Quattro partite consecutive senza perdere neanche un set. Il cammino di Jannik Sinner a Wimbledon continua. Grazie alla vittoria sul tedesco Struff il numero uno al mondo conquista per la terza volta nella sua carriera la semifinale a Wimbledon (la decima negli Slam). Dopo le grandi sofferenze nel primo turno contro Kecmanovic, Sinner ha infilato dodici set consecutivi contro Borges, Brooksby, Mochizuki e Struff. Non si è dovuto sforzare più di tanto perchè il livello degli avversari era nettamente al di sotto del suo e adesso avrà anche due giorni di riposo prima della semifinale che si giocherà venerdì.

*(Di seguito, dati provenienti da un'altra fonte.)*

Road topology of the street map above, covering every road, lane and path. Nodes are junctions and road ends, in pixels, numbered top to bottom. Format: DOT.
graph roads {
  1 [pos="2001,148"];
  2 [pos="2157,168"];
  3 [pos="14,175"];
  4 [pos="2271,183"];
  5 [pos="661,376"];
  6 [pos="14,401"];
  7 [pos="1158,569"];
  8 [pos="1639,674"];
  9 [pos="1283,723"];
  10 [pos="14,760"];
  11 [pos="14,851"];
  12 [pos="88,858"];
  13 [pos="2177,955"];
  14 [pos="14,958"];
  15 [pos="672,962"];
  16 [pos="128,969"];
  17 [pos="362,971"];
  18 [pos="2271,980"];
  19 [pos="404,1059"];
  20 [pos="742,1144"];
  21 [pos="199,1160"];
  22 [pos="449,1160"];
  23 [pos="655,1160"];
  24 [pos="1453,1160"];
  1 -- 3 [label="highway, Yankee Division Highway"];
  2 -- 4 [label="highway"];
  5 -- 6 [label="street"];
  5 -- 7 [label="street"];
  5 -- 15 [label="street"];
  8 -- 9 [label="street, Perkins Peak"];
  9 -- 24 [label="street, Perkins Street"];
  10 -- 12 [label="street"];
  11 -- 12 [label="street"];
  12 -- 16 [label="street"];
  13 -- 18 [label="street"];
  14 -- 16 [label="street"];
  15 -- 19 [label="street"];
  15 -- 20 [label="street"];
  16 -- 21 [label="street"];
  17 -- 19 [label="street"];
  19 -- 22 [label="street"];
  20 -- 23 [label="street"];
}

Sinner affronterà il vincitore della sfida tra Djokovic e Auger-Aliassime.
La partita
Ancora una volta è stato il servizio l’arma vincente: Sinner ha chiuso con 16 ace e l’84% di prime palle. In compenso continuano a essere troppi gli errori gratuiti: 26 e con il dritto ancora da registrare. L’inizio non è stato facile per Sinner contro un avversario che è molto forte al servizio e copre bene la rete. Struff ha raggiunto probabilmente adesso, a 36 anni, il top della carriera. Nel primo set ha lottato alla pari con Sinner, poi Jannik sul 5-4 per il tedesco ha infilato tre game consecutivi e si è aggiudicato il set. Nel secondo set dopo un break per parte Sinner annulla un set ball sul 4-5 e poi conquista il tie-break che vince 7-4. Nel terzo set Sinner ha diverse occasioni per ottenere, ma ci riesce solo sul 4-3. E’ il momento decisivo del match che l’altoatesino chiude in due ore e 34 minuti. “All’inizio – racconta Jannik a fine partita – lui ha cominciato meglio di me, poi mi sono assestato, ho iniziato a servire meglio. Il secondo set è stato più complicato avrebbe potuto finire diversamente, al tie break. Nel terzo ero più rilassato e lui è calato un po’ il servizio. Sono felice di avercela fatta in tre set. È stato un test duro col caldo, ma sono contento di come sia andata, mi sono sentito bene”.